Acey Smith unslung his pack and hung it by one of the straps on the bough of a stunted jackpine whose roots somehow drew sustenance from a crevice near the edge of the cliff. He led the girl to a seat on a moss-covered ledge and himself sat down facing her.

IV

The superintendent placed a cigarette in a holder and lit it.

“The story,” he opened, “should properly start with the advent of John Carlstone here half a century ago. ‘Black Jack’ Carlstone, as he was known, was an eastern Canadian, the second generation of the old pioneer school and a mixture of the romantic races that migrated to the Niagara Peninsula from the valley of the Mississippi in the States—English, Welsh, Dutch and Irish blood ran in his veins.
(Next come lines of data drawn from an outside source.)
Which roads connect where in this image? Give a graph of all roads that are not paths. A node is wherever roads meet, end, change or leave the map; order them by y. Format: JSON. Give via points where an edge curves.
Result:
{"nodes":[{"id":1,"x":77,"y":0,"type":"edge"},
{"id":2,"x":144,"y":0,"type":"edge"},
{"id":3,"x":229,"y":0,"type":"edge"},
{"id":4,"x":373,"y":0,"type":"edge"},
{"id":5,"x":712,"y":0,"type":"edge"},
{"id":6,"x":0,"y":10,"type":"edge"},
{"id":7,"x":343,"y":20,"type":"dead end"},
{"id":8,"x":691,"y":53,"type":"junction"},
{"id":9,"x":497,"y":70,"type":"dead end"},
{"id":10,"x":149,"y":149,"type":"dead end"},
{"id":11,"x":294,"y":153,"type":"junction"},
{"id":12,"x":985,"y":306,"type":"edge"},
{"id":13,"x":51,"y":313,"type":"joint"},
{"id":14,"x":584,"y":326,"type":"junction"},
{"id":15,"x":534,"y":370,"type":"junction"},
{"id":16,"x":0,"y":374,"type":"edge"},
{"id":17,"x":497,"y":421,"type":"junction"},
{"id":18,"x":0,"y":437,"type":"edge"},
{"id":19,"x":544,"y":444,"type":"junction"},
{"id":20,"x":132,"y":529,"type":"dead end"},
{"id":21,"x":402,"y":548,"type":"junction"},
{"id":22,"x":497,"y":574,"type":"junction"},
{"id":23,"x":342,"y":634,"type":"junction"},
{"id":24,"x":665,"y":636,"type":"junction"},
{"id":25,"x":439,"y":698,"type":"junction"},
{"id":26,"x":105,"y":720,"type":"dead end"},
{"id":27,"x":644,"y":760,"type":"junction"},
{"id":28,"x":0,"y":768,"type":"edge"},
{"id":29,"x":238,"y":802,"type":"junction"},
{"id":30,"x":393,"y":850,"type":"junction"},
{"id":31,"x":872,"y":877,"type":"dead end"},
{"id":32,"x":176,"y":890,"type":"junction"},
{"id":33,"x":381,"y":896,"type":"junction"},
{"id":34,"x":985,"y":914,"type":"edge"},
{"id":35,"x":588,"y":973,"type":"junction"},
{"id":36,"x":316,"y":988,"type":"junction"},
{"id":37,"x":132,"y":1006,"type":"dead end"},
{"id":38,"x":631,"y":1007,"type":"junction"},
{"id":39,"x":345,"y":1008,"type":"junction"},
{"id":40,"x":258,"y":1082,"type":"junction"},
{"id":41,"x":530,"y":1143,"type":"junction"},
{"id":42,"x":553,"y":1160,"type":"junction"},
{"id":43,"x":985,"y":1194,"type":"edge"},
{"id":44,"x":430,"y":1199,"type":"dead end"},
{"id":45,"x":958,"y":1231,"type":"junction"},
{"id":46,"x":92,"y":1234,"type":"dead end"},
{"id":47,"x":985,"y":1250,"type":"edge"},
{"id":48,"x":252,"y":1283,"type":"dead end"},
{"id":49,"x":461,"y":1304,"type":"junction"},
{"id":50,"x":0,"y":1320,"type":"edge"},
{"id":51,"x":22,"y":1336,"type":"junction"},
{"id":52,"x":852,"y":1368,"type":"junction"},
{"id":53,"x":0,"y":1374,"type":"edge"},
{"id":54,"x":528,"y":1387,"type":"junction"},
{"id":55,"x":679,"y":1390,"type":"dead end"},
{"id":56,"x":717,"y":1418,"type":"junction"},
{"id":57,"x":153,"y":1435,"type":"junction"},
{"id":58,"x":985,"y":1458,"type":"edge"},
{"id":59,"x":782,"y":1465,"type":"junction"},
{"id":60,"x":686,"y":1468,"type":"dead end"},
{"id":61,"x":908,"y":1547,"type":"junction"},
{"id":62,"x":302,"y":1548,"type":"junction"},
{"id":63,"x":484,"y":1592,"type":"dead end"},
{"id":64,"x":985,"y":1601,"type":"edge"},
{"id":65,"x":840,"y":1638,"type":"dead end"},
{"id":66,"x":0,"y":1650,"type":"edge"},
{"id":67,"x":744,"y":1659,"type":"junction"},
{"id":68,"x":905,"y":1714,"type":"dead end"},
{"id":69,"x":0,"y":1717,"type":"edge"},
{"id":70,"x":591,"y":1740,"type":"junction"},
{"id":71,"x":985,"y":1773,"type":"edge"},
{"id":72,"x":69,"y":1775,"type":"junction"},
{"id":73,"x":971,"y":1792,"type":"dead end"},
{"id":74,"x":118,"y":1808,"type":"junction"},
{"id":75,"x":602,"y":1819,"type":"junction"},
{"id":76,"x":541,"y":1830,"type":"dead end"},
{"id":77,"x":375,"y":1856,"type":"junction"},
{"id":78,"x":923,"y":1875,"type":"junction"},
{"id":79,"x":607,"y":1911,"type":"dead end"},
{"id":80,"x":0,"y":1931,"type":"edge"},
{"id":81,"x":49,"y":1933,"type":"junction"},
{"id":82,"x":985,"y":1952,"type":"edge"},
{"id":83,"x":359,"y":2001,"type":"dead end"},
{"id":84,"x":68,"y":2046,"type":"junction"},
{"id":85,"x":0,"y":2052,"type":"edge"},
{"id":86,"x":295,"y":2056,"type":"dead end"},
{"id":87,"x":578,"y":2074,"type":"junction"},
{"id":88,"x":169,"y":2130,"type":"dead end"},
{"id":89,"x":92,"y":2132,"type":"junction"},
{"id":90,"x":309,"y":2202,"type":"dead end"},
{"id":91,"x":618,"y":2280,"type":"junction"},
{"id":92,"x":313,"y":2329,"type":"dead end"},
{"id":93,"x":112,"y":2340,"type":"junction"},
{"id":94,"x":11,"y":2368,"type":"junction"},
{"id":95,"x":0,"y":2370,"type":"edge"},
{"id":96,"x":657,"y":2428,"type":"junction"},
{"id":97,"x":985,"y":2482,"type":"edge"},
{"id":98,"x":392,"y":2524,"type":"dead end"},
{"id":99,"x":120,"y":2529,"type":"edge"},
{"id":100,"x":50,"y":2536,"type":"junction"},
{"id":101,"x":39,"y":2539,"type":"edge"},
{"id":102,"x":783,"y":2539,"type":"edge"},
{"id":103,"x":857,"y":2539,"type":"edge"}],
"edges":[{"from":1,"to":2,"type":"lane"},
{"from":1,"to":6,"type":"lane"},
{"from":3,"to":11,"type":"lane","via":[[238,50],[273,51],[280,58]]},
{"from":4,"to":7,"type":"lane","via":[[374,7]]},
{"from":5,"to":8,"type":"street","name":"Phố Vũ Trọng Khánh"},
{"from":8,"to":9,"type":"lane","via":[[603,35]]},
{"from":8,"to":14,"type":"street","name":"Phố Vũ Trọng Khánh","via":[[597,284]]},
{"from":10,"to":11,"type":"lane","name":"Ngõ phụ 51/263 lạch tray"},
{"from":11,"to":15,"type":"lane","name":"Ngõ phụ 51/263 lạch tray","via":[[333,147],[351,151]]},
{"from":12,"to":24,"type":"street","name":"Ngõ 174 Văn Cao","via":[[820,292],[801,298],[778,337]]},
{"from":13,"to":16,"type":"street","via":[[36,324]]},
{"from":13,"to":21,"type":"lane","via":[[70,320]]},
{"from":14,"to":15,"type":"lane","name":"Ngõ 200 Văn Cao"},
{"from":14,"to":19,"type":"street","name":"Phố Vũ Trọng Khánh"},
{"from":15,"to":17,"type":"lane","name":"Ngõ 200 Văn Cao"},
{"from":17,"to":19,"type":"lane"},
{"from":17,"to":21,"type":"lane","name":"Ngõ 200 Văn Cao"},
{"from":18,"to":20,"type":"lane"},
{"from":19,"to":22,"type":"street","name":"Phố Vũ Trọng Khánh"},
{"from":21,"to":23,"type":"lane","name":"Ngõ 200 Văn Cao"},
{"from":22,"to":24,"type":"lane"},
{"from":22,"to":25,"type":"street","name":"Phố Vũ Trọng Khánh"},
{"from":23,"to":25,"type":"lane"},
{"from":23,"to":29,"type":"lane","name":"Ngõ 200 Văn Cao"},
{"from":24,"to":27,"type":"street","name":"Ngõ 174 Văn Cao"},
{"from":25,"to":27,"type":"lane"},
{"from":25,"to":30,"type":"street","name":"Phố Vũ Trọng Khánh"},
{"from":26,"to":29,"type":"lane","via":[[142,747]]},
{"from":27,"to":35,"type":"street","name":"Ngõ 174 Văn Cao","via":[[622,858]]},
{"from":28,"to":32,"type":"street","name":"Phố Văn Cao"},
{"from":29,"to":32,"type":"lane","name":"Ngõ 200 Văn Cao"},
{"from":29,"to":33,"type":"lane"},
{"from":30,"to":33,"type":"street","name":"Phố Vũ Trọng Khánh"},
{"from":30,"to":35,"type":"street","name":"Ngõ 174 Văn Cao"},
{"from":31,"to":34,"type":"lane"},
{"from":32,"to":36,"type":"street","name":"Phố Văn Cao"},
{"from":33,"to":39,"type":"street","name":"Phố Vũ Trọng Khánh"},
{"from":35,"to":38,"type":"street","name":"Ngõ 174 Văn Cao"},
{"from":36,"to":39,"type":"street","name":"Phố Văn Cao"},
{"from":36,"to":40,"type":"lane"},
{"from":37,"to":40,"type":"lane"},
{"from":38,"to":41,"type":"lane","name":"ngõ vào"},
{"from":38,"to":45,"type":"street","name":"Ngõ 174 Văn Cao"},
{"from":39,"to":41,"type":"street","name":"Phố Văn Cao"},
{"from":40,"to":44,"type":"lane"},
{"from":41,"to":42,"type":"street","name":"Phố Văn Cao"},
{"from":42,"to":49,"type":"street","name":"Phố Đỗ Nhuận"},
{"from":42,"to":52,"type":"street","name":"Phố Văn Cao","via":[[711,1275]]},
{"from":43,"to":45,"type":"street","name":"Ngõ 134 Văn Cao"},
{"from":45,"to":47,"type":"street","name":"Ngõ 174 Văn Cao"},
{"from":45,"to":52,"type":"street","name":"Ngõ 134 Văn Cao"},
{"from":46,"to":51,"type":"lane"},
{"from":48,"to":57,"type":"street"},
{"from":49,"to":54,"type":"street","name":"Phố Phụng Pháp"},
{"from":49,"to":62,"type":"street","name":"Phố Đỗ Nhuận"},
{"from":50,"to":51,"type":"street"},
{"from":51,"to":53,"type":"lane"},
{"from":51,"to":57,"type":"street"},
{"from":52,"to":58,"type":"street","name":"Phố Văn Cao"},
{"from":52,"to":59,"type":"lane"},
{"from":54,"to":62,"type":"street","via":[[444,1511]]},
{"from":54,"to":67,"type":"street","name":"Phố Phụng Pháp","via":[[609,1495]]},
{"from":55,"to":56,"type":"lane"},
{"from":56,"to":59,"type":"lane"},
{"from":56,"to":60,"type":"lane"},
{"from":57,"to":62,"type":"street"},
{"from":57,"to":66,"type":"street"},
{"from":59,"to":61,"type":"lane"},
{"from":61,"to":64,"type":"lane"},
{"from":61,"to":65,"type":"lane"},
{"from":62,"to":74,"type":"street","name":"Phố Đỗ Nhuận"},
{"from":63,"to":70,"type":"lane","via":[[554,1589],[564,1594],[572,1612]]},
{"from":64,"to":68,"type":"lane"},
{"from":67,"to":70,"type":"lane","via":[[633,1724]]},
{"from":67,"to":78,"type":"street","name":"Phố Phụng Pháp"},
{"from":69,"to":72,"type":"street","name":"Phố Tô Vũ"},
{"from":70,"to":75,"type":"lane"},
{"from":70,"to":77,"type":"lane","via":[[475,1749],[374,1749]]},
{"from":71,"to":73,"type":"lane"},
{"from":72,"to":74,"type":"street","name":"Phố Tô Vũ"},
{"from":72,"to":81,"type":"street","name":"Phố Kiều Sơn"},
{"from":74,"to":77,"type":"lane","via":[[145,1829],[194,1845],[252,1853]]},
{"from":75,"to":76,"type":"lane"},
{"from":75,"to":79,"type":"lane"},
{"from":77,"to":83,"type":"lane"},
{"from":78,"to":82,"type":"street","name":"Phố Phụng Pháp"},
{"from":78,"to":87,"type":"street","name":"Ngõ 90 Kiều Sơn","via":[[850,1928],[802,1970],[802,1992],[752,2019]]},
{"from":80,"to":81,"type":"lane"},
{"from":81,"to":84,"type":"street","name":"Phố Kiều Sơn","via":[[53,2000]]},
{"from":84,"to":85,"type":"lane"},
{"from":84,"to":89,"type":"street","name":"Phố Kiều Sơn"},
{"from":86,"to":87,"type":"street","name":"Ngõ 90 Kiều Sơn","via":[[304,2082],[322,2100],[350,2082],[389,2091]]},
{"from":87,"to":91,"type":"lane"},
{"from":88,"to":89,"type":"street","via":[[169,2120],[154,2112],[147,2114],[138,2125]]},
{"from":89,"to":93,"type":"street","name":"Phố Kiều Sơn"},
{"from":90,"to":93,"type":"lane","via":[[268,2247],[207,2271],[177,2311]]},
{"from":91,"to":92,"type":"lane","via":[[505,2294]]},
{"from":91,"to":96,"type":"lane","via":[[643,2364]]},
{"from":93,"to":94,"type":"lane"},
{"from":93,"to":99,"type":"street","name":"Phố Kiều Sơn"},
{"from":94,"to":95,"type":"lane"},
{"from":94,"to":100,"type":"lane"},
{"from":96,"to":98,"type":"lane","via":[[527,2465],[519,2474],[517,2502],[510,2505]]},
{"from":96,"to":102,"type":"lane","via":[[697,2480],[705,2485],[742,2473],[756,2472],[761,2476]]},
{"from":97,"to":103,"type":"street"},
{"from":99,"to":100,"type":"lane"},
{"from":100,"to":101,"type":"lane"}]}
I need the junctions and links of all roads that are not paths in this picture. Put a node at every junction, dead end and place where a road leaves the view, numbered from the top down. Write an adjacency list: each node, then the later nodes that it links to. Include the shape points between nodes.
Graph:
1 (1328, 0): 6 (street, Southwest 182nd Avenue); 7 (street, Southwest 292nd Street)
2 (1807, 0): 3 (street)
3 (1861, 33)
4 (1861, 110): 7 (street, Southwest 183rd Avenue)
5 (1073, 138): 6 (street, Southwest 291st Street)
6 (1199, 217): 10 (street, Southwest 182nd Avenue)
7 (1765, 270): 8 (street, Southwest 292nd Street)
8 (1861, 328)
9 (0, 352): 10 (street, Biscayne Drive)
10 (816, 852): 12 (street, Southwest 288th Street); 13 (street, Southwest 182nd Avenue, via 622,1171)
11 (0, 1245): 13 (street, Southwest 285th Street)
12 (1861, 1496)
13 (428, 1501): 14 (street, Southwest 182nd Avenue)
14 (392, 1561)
He was a tall, powerfully-built, black-whiskered demon of a man, with a heart as great as his physical dimensions—a man who was known to recognise no such elements as difficulty or danger. He was a born trader, the particular type that made good and amassed fortunes in those tremendous days.

“John Carlstone located near a trading-post which then thrived on what is now the site of Kam City, and it was not long before he was identified with almost every undertaking in which there was money to be made, bartering with the Indians for furs, getting out timber and building wharfs and roads for the government. There were few white women in the North in those days, and John Carlstone took as his wife the daughter of an Indian chief who was headman of all the North Shore tribes, and, standing little on ceremony, was married under the pagan rites of the Indians.